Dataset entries

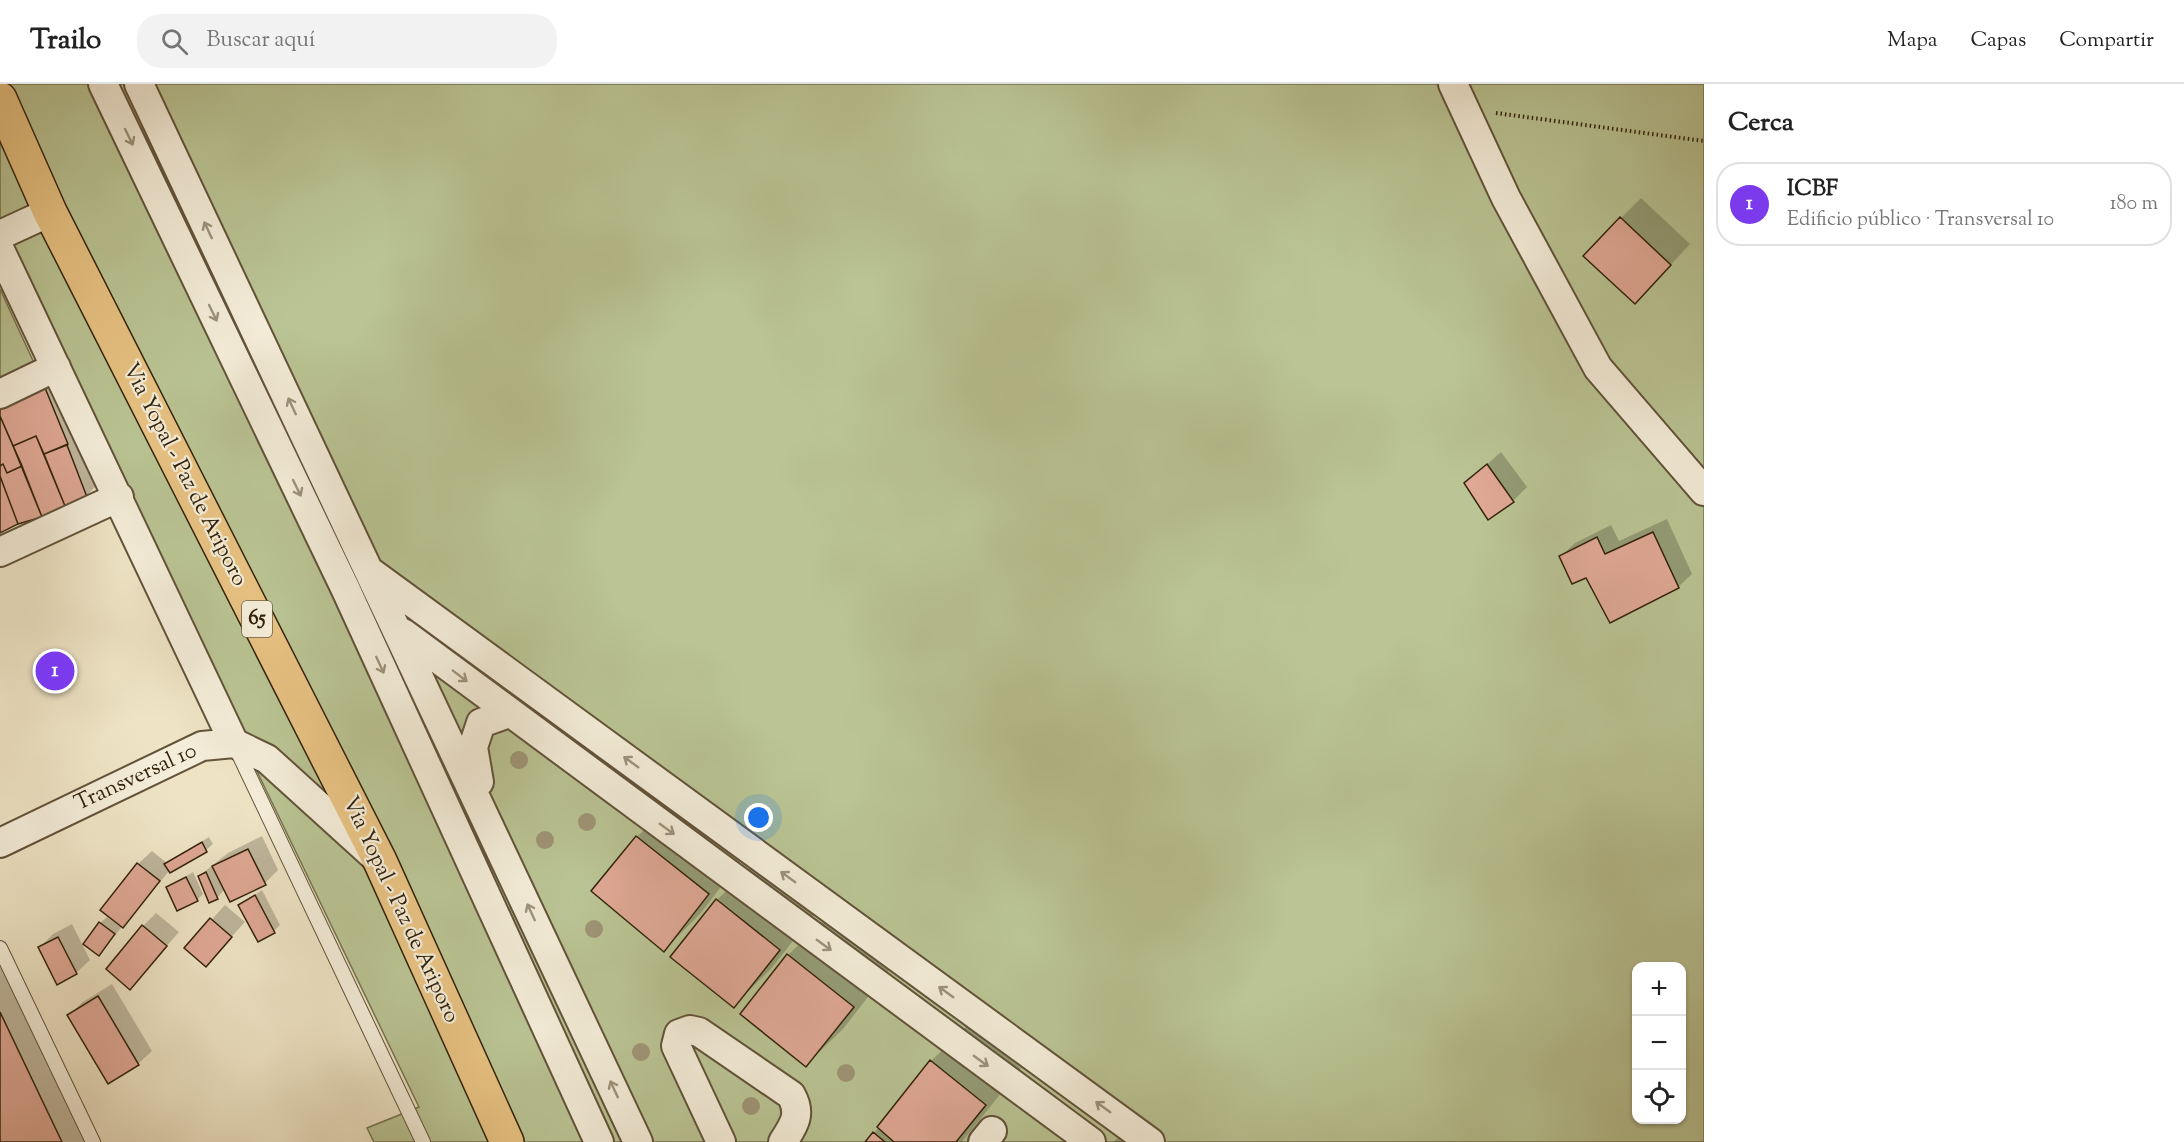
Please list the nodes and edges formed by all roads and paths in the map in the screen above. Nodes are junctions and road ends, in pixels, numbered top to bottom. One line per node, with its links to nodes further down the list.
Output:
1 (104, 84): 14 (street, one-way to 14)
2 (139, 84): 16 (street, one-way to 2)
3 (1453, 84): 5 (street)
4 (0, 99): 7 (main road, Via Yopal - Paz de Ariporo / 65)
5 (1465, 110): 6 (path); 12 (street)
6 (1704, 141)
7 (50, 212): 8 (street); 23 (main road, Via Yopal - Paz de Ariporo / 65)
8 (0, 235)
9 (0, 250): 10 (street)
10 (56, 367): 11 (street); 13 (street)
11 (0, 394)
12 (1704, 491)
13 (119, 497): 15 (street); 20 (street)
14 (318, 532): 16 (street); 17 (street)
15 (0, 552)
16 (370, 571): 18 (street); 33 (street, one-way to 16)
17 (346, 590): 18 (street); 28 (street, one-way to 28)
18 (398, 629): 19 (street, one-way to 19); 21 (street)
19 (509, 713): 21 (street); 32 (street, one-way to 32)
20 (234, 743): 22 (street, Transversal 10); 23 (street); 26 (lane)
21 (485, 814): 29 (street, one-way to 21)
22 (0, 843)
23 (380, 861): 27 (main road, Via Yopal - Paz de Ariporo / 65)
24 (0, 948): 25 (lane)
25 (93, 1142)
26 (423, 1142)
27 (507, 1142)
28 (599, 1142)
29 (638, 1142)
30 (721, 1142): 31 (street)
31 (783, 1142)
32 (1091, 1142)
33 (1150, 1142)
==
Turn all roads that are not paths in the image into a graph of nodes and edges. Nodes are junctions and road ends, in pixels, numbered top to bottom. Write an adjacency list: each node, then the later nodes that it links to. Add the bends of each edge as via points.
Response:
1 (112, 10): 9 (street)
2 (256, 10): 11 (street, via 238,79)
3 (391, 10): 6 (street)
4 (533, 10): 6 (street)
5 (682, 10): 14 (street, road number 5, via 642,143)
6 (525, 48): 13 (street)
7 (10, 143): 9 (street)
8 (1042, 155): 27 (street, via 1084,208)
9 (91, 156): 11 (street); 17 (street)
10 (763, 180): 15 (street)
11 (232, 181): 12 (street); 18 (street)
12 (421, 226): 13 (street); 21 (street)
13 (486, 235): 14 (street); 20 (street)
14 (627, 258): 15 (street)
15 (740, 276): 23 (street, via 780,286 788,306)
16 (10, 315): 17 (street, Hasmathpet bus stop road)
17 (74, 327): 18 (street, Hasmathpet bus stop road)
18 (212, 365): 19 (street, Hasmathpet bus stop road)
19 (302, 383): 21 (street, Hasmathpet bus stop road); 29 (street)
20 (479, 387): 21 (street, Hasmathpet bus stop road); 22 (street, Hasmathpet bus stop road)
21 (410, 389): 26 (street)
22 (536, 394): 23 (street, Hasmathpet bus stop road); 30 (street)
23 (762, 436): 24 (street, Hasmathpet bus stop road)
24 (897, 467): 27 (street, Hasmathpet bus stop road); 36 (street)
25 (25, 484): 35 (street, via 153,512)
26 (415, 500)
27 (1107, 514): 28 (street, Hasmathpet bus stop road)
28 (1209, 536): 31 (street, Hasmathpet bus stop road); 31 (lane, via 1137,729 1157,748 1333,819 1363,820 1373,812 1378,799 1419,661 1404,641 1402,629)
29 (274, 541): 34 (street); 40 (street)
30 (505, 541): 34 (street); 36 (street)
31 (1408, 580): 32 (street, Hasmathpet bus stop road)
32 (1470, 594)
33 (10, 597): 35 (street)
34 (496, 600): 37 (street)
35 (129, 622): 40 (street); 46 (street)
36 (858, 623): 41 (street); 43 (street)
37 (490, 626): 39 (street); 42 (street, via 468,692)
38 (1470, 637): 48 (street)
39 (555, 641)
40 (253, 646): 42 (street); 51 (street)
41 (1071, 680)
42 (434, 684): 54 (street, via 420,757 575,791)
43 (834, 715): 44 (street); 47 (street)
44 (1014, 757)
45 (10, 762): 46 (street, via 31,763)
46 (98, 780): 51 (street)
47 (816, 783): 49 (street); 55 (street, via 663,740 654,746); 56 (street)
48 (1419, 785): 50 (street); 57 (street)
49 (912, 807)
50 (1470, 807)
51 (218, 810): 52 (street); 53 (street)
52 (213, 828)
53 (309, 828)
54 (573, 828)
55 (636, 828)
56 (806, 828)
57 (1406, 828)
* * *
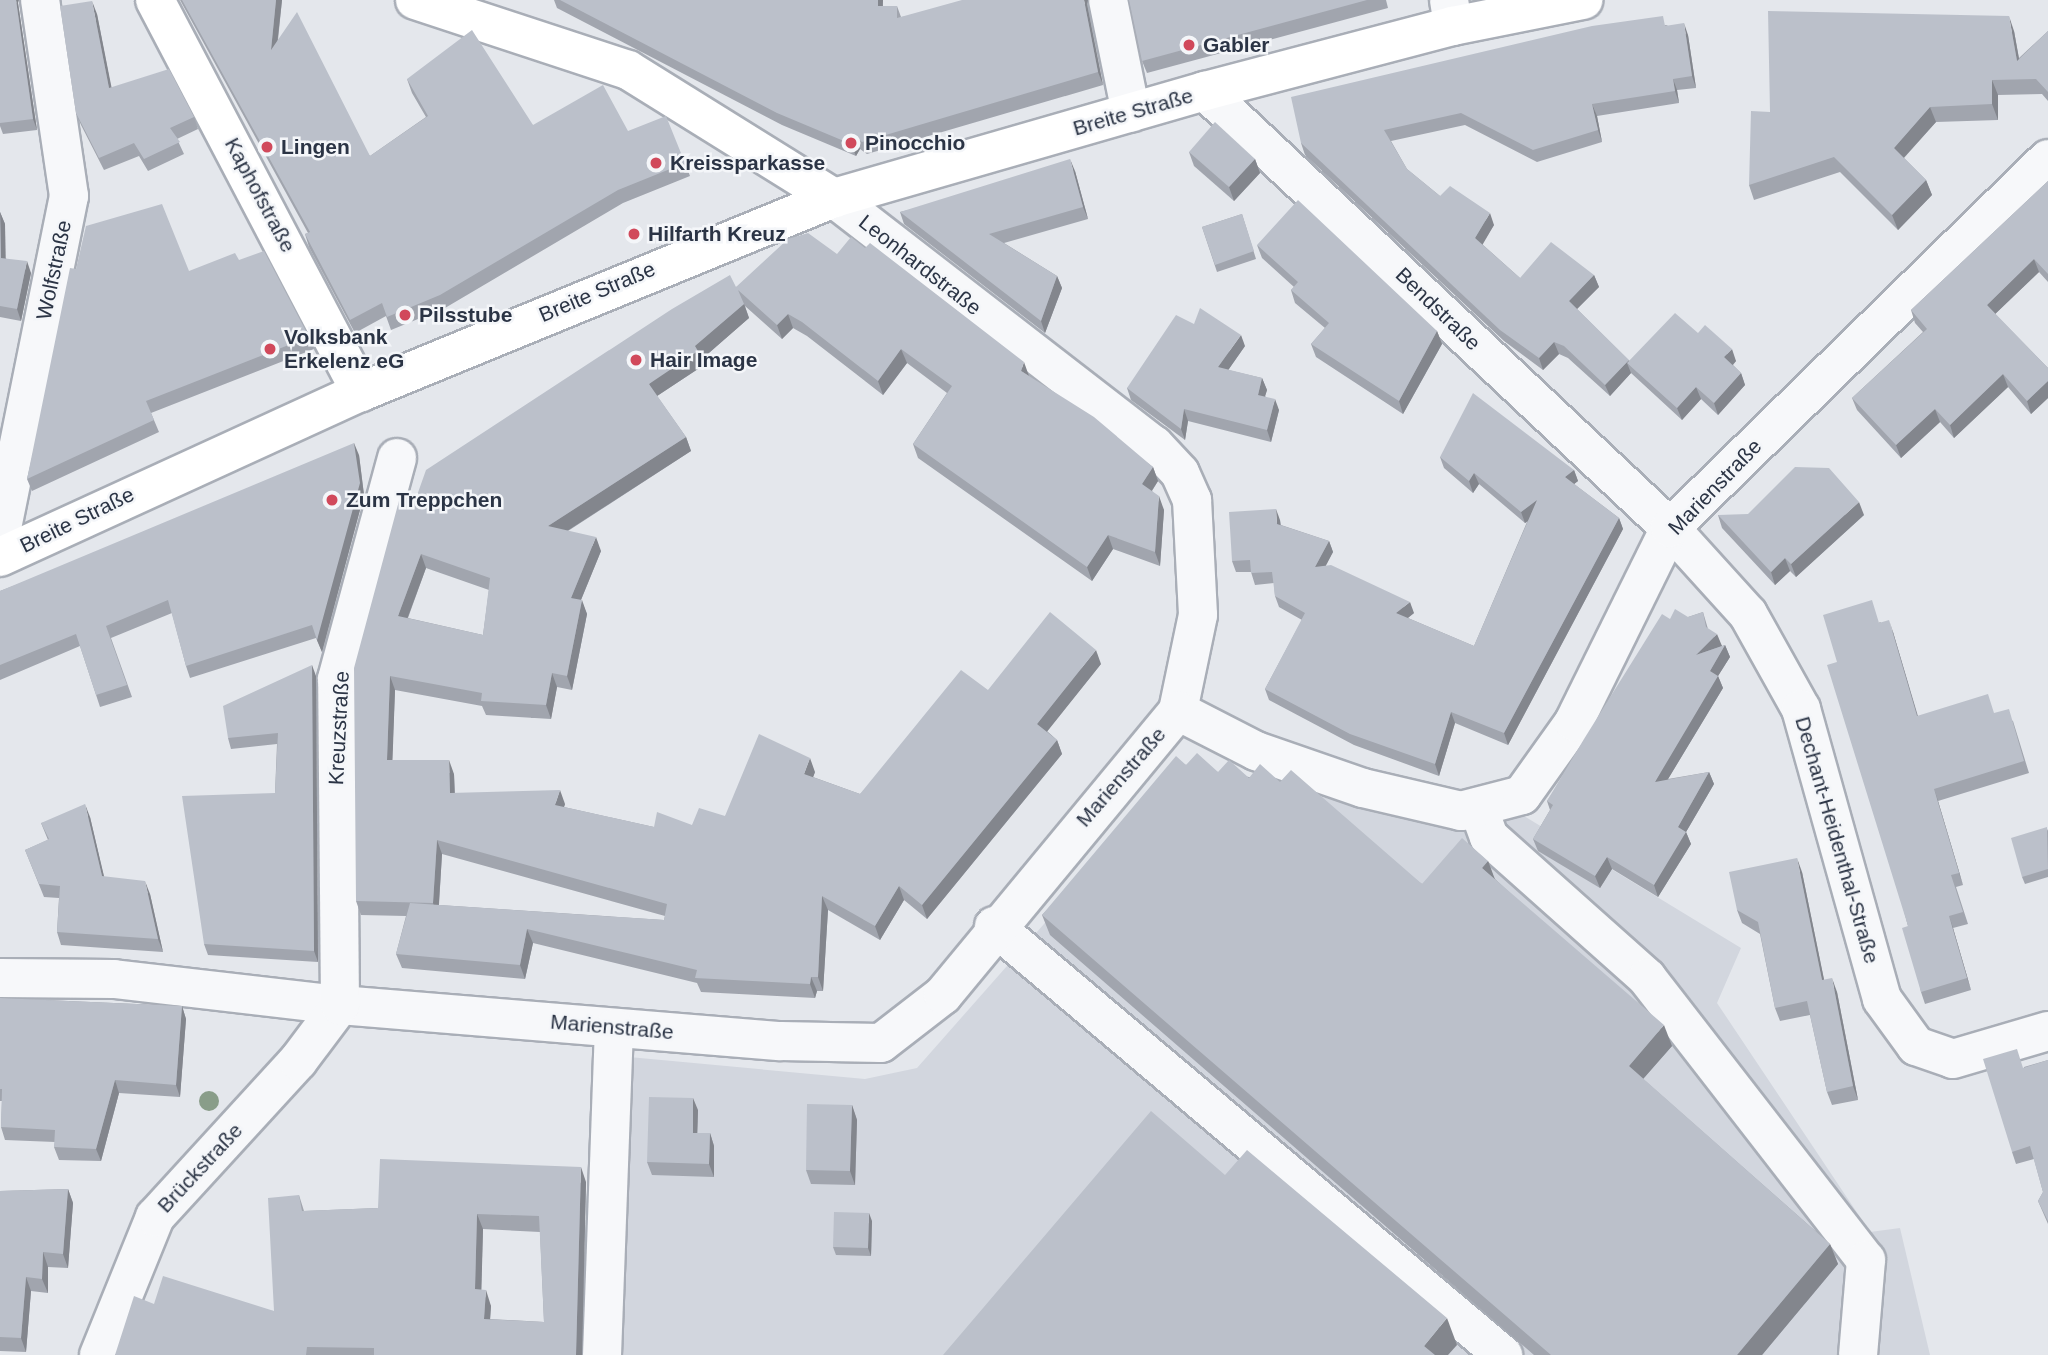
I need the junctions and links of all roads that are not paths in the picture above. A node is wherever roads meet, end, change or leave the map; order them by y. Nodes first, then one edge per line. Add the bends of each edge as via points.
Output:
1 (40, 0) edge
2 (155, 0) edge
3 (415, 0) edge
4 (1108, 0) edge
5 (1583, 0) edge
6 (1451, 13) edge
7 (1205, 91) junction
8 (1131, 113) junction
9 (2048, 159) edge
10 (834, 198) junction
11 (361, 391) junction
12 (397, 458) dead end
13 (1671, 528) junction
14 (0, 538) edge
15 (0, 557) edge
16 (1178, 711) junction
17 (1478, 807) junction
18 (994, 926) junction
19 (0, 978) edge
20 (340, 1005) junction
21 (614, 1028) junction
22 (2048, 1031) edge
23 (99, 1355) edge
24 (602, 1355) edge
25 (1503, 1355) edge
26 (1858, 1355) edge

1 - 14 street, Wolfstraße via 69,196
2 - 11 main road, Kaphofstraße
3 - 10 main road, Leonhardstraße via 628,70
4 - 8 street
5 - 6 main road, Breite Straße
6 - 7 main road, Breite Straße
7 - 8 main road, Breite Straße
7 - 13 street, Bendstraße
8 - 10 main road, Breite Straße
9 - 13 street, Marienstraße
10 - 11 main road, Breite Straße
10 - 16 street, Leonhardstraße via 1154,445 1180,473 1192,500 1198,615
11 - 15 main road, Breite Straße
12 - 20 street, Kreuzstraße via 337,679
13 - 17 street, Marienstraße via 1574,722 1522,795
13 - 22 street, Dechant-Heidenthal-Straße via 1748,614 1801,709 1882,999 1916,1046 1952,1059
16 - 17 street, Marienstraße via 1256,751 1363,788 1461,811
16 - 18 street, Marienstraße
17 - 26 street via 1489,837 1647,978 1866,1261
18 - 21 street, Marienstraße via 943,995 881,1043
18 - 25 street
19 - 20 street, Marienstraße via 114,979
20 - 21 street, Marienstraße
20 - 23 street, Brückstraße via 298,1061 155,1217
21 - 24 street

Exercise aim —
For every line in the data above that holds "pixels", return the line itself.

Output below —
Please list the nodes and edges formed by all roads and paths in the map in the screen above. Nodes are junctions and road ends, in pixels, numbered top to bottom. One line per node, with its links to nodes further down the list.
Turn all roads that are not paths in the image into a graph of nodes and edges. Nodes are junctions and road ends, in pixels, numbered top to bottom. Write an adjacency list: each node, then the later nodes that it links to. Add the bends of each edge as via points.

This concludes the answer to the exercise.